September 10, 2006

Yes, Inequality Threatens Democracy

In a long and thoughtful post on income inequality in the United States, Reihan Salam had this to say:
My sense is that many on the left are bothered by the massive increase in income and wealth among the top 1 percent because they believe this threatens the democracy by giving a small handful of households outsized influence. This could be true.
Well, yes, that's certainly one of a couple reasons why inequality bothers me, but why stop at saying it could be true? I think it's certainly true. Political scientists have done a lot of work on how income inequality leads to political inequality (which in turn can lead to further income inequality) and their findings are very much worth reviewing.

First, some statistics. Between 1979 and 2003, the income of the richest one percent of Americans more than doubled, the income of the middle 15 percent grew by only 15 percent, and the income of the poorest 20 percent barely budged, according to the CBO. By the late 1990s, the richest one percent of Americans households had a third of all wealth in the economy, and took in 14 percent of the country's income—a greater share than at any point since the Great Depression. These days you can't swing a dead gerbil without hitting some leftist faithfully reciting these figures, but I thought I'd repeat them anyway.

In politics, this all matters very much. Larry Bartels of Princeton has studied the voting record of the Senate between 1989 and 1994—a time, note, when Democrats controlled Congress. He found that Senators were very responsive to the preferences of the upper third of the income spectrum, somewhat less attentive to the middle third, and completely ignored the policy preferences of the poorest third of Americans. In one striking example, Bartels discovered that Senators were only likely to vote for a minimum wage increase if and when their wealthier constituents favored it—the views of those directly affected by the hike had "no discernible impact."

Nor is this pattern limited to domestic policy. Lawrence Jacobs of the University of Minnesota and Benjamin Page of Northwestern have found that the foreign policy views of the executive and legislative branches are primarily influenced by business leaders, policy experts—whose think tanks are often funded by businesses—and, to a lesser extent, organized labor. Jacobs and Page found that the views of the broader public have essentially zero impact on the government when it comes to tariffs, treaties, diplomacy, or military action. Walter Russell Mead once argued that "Jacksonian" nationalism in the heartland drove American foreign policy, but the data doesn't back him up. Business still calls the shots.

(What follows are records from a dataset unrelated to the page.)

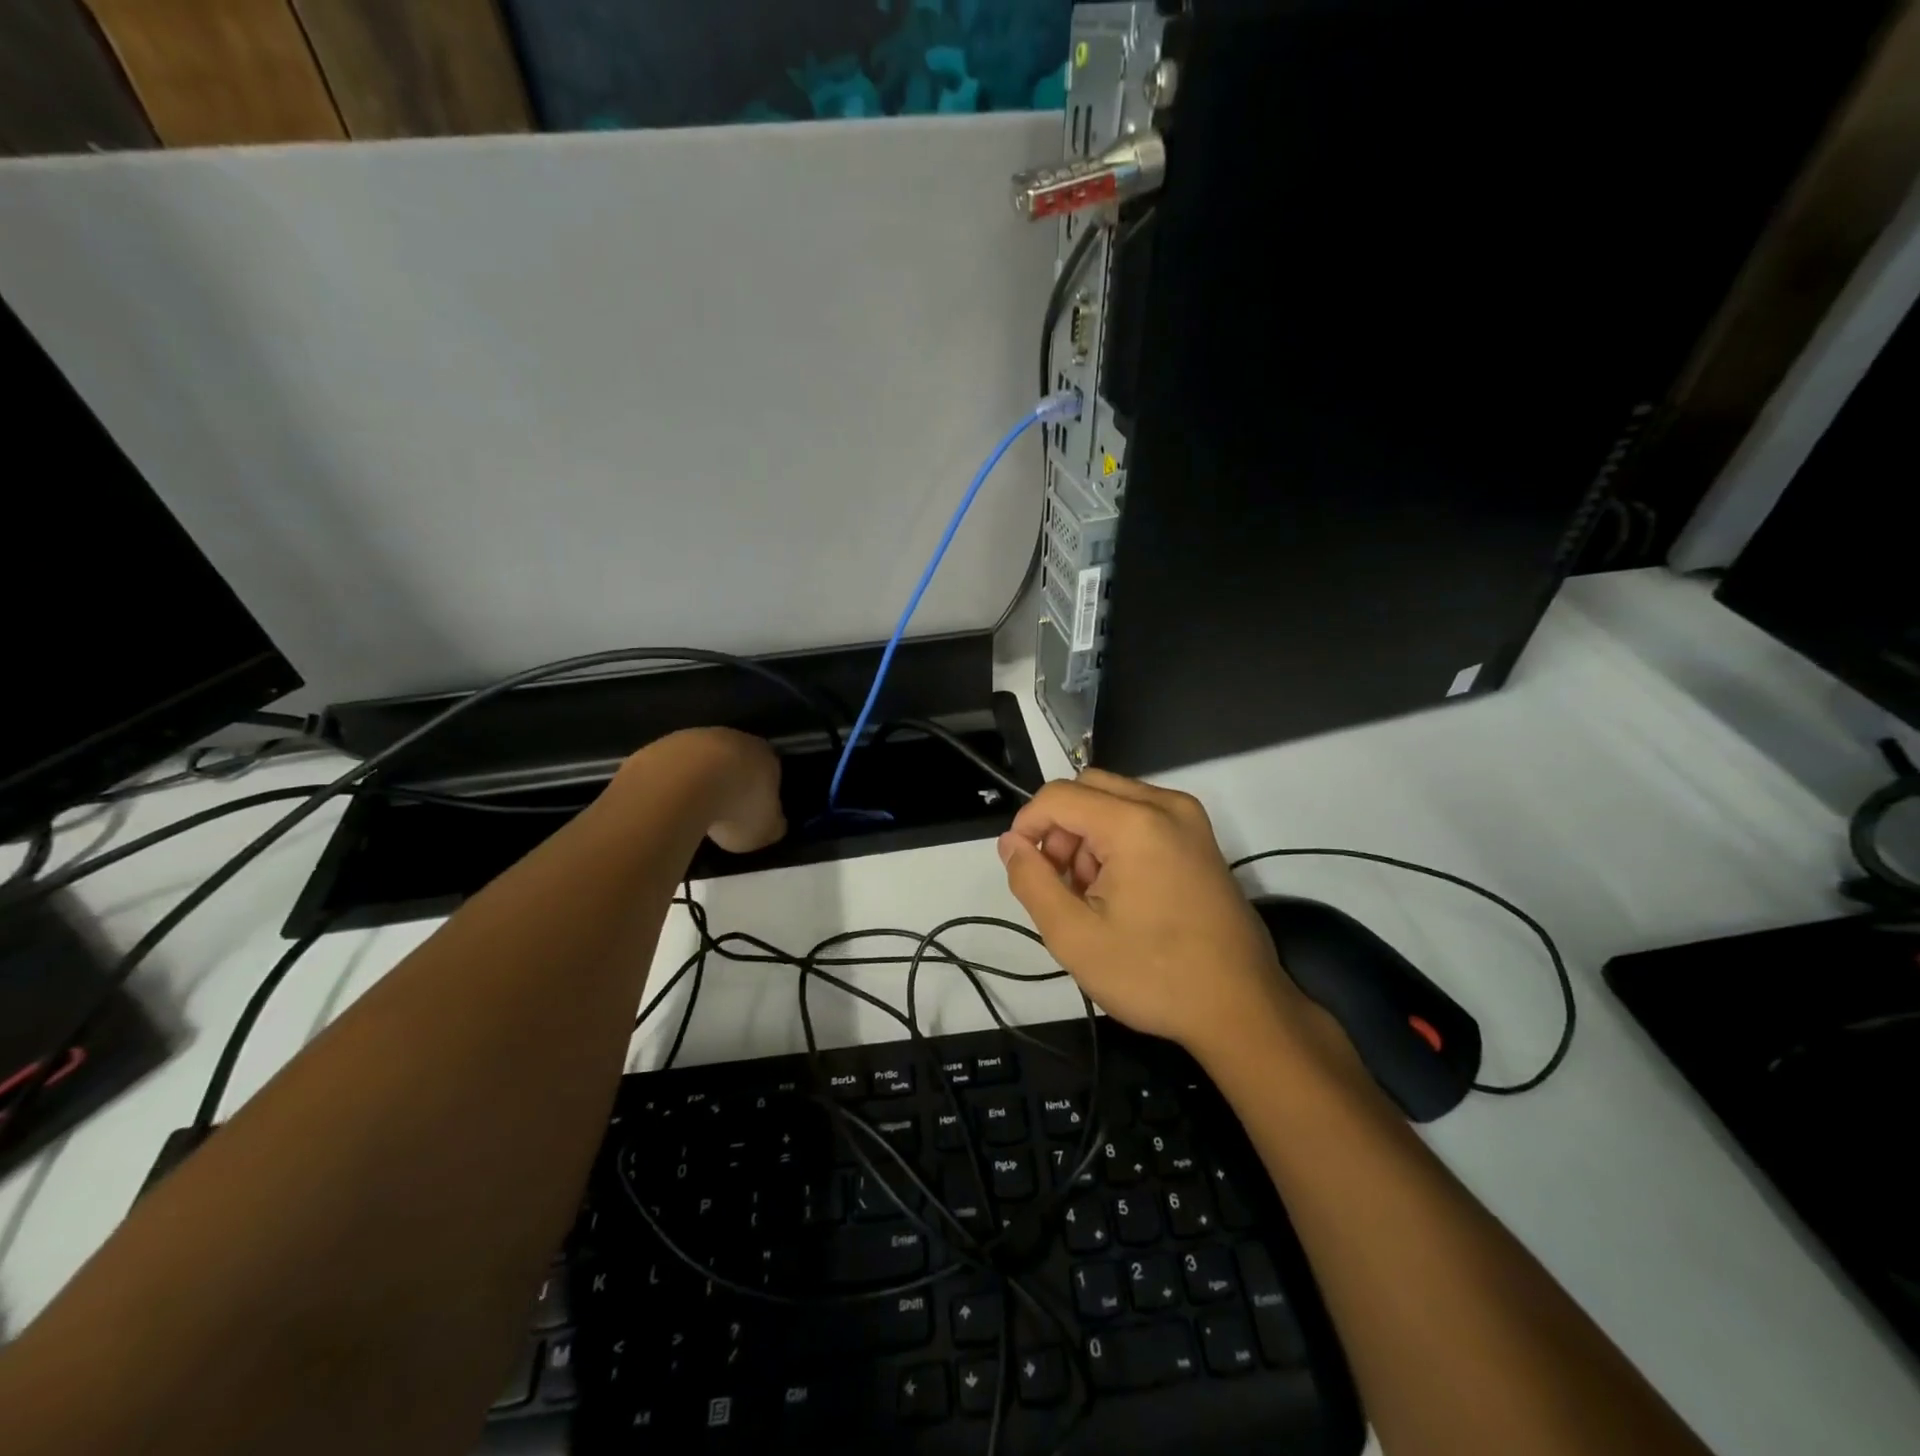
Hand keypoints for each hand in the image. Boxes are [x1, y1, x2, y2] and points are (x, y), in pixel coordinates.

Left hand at [640, 728, 786, 853]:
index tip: (755, 812)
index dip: (764, 791)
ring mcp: (694, 738)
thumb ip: (772, 826)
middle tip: (725, 812)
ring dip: (699, 781)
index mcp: (766, 756)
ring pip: (702, 761)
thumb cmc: (736, 807)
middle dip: (731, 783)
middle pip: (736, 760)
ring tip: (693, 813)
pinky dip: (671, 785)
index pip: (771, 770)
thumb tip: (773, 824)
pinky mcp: (660, 746)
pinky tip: (668, 806)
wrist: (682, 784)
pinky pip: (671, 768)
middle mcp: (734, 739)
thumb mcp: (765, 830)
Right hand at [997, 770, 1308, 1061]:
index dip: (1027, 826)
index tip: (1024, 869)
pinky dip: (1117, 840)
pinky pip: (1141, 815)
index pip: (1058, 796)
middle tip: (1062, 884)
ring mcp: (1189, 819)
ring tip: (1093, 896)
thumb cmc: (1154, 975)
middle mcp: (1166, 805)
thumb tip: (1011, 842)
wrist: (1242, 1008)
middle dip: (1060, 829)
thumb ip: (1032, 881)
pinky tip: (1122, 891)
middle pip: (1086, 789)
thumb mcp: (1074, 937)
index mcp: (1135, 823)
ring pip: (1113, 800)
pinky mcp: (1200, 838)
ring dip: (1088, 835)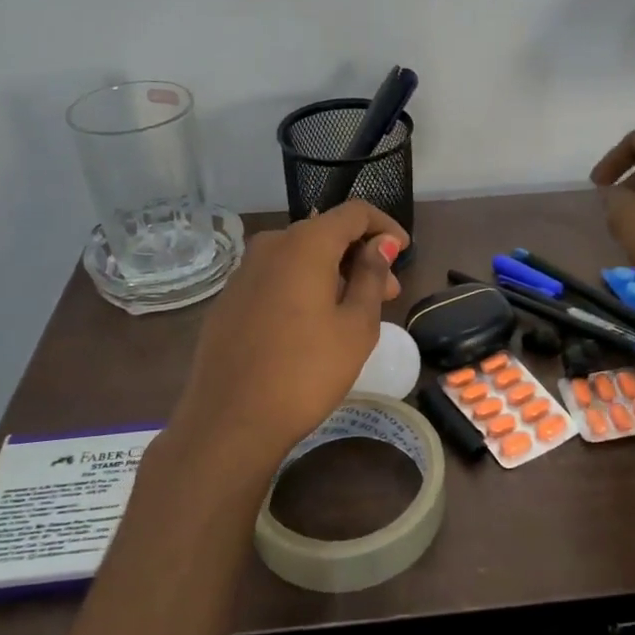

To some extent, these findings are likely a result of the fact that elected officials tend to hail from the upper classes, and so tend to be the sort of people who worry more about the burden the estate tax imposes than, say, food insecurity or too-high heating bills. In 2003, financial records revealed that 40 senators and 123 representatives were millionaires. This shouldn't be surprising. Without publicly-financed elections, it takes a good deal of personal wealth to run for office—the average Senate campaign in 2006 will cost about $10 million, minimum, according to a University of Washington study.

But that's only the most obvious way economic power begets political power. Consider the fact that wealthy Americans are far more likely to vote: 86 percent of those in families with incomes over $75,000 reported voting in 1990, compared to only 52 percent of those in families with incomes under $15,000. Whether that's because the well-off are more likely to believe that government will work for them—evidently a sound assumption—or because they have more time and opportunity to inform themselves and do their civic duty is unknown.

But it's not just voting. People in the $75,000 bracket are much more likely to join a political advocacy group like the NRA or the NAACP (73 percent vs. 29 percent), and much more likely to make campaign contributions (56 percent vs. 6 percent). Indeed, in the 2000 election, 95 percent of those donors making substantial campaign contributions came from households making over $100,000. While high-income donors don't usually bribe politicians to do their bidding, they do get more face time with their representatives, during which they can frame issues and concerns in ways amenable to their interests.

This counts for a lot. For one, as Dean Baker has argued, conservatives have actively used the nanny state to redistribute wealth upwards over the years—these are the policies we get when the wealthy control Congress. Second, politicians tend to think more about their better-off constituents in everything they do, which inevitably biases policy. George W. Bush once reportedly told Jim Wallis, "I don't understand how poor people think." I can find no better example of how massive income disparities undermine democracy.